Employed persons or students have it easy for this since they can just present a document that states their approved leave of absence; but for self-employed or unemployed persons, you would need to show pieces of evidence. Apart from the previous documents and tips that I have already mentioned, it helps to show other proof such as:

Strong Ties to Your Home Country

This, in my opinion, is what most embassies put great importance on especially when assessing a visa application. They want to know after all that you’re a third world passport holder who won’t overextend your ‘welcome’ by staying longer (illegally).
That being said, a return ticket also serves as proof that you won’t overstay!
The following tips do not only apply to third world passport holders but to just about anyone too.

  • Documents that mention an affair or event that would necessitate your return (job offer, start of your studies, wedding, etc.)
  • Proof of possession of real and personal property in your home country (real estate, car, etc.)
  • Or a letter from you or from people who know you, stating any other reason(s) why you won’t overstay abroad (your long-term plans in your residence country, marriage certificate, etc.)

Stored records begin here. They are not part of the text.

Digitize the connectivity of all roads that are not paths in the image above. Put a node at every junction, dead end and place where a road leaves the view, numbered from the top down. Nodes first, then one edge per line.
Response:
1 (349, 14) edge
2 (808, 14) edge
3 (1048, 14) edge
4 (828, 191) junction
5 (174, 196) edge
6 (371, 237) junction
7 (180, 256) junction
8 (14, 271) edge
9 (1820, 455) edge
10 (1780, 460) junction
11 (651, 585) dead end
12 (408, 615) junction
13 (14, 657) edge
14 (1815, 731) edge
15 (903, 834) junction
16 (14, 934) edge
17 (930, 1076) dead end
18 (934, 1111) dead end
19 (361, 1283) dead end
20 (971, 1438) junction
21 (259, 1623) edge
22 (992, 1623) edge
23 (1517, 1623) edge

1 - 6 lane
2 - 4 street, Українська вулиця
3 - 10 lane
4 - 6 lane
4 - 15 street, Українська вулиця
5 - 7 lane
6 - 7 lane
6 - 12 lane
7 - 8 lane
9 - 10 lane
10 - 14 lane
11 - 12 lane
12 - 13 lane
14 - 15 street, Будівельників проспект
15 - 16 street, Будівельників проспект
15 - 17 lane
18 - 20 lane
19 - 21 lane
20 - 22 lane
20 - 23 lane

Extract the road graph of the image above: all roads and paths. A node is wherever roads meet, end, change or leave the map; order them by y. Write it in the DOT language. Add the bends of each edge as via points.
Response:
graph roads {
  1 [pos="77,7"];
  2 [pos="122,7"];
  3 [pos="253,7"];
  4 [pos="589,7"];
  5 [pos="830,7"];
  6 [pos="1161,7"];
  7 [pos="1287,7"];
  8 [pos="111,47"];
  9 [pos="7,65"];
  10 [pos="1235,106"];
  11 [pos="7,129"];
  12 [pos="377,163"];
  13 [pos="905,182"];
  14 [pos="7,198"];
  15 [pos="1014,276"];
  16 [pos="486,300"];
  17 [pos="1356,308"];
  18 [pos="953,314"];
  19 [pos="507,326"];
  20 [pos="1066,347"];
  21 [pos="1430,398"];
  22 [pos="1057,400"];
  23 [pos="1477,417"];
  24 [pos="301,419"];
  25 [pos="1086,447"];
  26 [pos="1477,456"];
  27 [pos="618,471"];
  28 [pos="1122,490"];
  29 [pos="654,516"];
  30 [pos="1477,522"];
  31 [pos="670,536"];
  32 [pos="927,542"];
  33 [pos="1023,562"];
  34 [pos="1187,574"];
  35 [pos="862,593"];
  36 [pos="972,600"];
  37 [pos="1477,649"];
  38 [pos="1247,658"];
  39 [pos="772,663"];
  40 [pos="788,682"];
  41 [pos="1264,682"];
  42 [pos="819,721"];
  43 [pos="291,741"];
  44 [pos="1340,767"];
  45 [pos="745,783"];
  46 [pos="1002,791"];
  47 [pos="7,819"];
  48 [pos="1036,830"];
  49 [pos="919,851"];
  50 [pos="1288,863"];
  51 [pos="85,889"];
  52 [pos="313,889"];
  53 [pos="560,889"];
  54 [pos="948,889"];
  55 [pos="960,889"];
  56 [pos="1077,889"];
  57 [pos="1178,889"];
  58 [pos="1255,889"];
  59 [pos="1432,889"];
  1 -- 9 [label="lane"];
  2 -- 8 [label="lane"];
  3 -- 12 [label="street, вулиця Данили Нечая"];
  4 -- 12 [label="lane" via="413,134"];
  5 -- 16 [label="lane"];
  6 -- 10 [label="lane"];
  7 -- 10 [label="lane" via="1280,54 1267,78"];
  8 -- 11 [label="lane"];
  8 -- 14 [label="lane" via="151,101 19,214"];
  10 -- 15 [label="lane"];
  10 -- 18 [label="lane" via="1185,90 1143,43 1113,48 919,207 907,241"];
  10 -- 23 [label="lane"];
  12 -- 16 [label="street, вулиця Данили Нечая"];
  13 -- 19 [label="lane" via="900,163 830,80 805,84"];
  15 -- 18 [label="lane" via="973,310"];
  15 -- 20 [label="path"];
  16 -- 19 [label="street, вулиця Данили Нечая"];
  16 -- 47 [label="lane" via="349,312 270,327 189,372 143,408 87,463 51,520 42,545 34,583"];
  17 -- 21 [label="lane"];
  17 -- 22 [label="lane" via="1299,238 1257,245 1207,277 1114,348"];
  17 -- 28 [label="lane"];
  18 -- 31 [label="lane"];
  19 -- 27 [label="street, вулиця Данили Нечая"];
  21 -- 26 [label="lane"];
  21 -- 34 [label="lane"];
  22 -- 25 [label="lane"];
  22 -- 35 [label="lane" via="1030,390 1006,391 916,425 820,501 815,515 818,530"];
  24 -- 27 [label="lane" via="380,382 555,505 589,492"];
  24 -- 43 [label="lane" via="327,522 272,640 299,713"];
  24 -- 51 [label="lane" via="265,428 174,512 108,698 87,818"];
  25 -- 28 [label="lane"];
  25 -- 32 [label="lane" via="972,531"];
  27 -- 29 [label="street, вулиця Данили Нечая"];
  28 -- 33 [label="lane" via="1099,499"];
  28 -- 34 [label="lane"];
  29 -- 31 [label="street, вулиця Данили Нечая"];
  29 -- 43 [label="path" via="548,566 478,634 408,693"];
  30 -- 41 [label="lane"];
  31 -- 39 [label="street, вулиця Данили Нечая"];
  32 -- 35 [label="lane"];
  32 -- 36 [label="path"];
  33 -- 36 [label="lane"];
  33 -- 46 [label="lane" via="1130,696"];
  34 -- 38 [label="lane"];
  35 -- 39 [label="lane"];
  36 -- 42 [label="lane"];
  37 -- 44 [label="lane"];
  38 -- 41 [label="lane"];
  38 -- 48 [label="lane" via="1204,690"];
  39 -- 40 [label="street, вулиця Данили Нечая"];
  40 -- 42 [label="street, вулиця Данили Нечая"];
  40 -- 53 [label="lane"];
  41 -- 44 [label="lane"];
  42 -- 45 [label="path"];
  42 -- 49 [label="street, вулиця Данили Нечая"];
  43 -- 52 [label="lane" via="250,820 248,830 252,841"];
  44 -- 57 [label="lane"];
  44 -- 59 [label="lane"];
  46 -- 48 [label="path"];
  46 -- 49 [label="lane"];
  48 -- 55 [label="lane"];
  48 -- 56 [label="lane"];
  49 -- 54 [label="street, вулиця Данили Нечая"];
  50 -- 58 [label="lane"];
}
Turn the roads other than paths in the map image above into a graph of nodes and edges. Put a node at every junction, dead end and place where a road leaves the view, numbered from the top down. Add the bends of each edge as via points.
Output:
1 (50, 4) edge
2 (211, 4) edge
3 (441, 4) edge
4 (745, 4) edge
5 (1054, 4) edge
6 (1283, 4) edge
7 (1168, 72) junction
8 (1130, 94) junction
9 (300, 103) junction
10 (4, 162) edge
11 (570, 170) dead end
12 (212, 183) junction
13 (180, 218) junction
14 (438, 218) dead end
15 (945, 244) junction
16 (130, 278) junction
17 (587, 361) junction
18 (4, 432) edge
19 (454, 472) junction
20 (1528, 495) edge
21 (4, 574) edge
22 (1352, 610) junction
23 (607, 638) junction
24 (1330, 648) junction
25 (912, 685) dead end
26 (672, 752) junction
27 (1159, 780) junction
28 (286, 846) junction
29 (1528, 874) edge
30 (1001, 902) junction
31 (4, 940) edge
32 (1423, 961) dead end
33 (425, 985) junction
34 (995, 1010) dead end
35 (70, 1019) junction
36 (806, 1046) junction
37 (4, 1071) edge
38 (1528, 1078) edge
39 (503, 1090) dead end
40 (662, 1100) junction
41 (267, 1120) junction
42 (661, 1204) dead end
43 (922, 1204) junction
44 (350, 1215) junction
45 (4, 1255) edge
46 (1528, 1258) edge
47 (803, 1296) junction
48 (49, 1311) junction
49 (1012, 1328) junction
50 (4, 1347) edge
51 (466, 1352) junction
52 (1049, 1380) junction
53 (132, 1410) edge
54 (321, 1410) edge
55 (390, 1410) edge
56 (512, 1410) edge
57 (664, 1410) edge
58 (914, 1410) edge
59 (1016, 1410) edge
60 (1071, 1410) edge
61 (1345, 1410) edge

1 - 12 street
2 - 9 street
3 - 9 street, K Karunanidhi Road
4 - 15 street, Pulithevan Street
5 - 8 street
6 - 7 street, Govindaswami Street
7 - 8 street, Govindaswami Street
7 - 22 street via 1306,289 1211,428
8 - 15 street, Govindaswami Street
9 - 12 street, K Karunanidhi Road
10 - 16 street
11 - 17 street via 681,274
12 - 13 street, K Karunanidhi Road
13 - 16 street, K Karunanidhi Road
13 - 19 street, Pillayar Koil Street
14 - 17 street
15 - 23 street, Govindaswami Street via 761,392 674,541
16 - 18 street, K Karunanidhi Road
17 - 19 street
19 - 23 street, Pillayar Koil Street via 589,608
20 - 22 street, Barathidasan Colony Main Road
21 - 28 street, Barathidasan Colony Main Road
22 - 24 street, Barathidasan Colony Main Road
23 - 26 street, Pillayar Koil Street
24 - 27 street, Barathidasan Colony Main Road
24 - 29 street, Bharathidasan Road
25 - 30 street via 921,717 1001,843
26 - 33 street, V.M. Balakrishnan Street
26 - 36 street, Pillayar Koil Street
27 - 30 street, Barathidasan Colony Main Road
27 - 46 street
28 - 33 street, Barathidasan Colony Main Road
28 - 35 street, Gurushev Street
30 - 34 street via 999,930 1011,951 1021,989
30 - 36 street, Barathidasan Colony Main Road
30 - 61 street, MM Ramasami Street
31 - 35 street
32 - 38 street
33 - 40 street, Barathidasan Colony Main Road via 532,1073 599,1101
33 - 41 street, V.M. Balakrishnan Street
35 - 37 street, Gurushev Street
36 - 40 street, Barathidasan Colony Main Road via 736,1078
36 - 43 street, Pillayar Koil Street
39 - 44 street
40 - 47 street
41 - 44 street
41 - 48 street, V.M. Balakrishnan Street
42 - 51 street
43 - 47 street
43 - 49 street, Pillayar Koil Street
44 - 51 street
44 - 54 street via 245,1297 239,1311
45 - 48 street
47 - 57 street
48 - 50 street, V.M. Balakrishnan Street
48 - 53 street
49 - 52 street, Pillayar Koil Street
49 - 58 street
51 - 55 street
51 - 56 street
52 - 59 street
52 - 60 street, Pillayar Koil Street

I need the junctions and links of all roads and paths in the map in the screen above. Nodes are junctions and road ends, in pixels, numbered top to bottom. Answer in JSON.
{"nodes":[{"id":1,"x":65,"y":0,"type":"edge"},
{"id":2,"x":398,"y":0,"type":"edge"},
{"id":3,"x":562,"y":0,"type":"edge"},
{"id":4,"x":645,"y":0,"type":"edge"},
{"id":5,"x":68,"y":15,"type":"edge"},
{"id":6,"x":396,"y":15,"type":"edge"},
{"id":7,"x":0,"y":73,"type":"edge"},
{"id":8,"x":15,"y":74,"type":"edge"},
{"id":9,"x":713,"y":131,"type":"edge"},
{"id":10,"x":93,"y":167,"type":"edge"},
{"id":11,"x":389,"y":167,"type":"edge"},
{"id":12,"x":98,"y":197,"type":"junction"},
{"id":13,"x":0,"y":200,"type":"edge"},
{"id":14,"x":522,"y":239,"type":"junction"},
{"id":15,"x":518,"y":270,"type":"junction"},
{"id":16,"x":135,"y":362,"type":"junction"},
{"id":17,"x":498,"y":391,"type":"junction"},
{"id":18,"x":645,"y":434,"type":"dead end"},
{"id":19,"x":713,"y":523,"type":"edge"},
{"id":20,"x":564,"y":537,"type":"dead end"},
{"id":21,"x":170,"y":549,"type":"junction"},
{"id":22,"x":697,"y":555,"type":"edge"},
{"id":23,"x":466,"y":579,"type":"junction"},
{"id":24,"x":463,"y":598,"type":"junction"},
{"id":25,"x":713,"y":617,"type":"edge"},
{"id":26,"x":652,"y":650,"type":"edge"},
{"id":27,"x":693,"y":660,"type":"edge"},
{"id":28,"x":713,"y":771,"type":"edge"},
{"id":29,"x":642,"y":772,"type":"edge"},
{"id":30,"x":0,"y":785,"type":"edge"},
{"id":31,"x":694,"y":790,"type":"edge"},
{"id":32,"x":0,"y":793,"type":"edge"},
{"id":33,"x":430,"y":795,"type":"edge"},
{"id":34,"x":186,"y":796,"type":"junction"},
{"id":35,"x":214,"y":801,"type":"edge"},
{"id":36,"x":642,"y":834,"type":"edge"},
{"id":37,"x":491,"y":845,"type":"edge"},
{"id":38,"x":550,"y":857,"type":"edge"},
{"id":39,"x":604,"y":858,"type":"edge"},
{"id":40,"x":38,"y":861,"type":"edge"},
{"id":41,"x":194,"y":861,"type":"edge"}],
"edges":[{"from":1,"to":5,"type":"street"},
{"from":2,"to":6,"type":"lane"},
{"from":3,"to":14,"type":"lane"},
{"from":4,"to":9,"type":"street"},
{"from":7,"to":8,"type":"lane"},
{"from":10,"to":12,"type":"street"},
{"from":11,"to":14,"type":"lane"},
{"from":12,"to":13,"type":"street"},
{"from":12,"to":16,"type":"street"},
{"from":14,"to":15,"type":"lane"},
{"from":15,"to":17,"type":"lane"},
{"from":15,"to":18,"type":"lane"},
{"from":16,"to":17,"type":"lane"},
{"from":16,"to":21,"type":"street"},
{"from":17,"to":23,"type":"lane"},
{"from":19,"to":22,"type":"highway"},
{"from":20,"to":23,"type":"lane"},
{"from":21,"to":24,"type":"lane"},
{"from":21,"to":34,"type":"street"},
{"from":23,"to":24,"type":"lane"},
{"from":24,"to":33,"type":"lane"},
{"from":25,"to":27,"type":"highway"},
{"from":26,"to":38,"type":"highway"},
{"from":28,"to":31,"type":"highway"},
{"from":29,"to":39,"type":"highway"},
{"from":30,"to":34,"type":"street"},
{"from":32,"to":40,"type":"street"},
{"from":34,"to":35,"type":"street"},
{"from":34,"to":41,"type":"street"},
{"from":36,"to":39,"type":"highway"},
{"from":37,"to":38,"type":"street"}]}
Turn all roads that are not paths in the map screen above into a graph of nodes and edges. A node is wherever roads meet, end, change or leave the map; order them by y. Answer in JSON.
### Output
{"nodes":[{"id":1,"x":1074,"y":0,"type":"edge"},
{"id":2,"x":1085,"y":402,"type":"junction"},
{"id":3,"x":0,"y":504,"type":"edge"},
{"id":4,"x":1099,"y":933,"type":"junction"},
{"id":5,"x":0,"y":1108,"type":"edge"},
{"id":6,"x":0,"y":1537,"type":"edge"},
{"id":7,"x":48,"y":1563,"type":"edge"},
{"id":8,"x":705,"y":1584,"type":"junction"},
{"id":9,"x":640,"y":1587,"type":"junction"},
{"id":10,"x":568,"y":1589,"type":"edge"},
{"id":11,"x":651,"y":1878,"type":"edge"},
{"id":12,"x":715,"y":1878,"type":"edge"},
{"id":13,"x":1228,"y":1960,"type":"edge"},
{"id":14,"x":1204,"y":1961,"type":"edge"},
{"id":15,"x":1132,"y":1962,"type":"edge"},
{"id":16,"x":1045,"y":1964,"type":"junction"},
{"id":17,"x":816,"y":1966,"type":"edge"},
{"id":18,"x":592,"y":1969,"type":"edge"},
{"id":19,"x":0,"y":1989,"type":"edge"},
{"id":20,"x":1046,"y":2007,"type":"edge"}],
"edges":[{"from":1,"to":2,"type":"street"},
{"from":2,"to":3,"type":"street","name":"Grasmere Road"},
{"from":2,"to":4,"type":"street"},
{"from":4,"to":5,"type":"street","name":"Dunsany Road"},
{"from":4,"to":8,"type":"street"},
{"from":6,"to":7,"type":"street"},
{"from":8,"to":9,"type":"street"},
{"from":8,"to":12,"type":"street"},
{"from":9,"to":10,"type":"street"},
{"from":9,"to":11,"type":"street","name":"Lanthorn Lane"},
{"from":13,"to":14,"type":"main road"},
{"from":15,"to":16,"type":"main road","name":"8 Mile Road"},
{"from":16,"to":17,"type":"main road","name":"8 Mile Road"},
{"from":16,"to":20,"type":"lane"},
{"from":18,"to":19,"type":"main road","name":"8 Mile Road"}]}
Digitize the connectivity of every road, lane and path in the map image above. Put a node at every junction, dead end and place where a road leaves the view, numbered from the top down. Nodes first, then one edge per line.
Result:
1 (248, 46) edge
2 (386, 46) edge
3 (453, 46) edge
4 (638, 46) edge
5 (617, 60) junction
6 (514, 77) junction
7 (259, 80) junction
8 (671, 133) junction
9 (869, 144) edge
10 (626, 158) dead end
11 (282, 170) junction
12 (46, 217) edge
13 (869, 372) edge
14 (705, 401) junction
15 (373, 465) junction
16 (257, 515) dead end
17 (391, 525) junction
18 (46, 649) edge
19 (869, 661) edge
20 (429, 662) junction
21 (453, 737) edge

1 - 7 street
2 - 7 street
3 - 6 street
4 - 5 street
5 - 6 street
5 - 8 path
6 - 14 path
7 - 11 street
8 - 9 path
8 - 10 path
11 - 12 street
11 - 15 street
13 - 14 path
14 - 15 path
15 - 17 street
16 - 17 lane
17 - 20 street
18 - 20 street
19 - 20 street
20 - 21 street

The details of this requirement varies from country to country; but generally, to decipher if you might or might not overstay, they will investigate your situation, travel plans, financial resources, and strong ties to your home country.
Speaking of this, you obviously need money to jumpstart your traveling lifestyle! Here are some things to consider in order to come up with a good travel fund…
NOTE: For digital nomads who work “online” while they travel overseas, going in with just a tourist visa is fine since you’re not going to their country to look for work. A lot of embassies in the world don’t have clear regulations yet for nomads either, so it’s basically a grey area.
Still, it’s good practice to provide as much details as you can to the embassy officer to explain what your job is and that you are paying tax and working for your self or for your own company. For immigration officers, if they ever ask about your work, simply mention how you’re a self-employed freelancer or business owner (as dependent on the work that you do).
This is basically to assure them that you’re not heading to their country to work (even though technically you’ll be working there, but only ‘online’ thereby not affecting the local employment). This is also a good practice if you want to avoid any confusion with an officer that might not be familiar with the details of a digital nomad job because surely, given the nature of immigration, it’s a quick process so if you’re not as clear, you might not be allowed to leave the country, be deported or held back for questioning.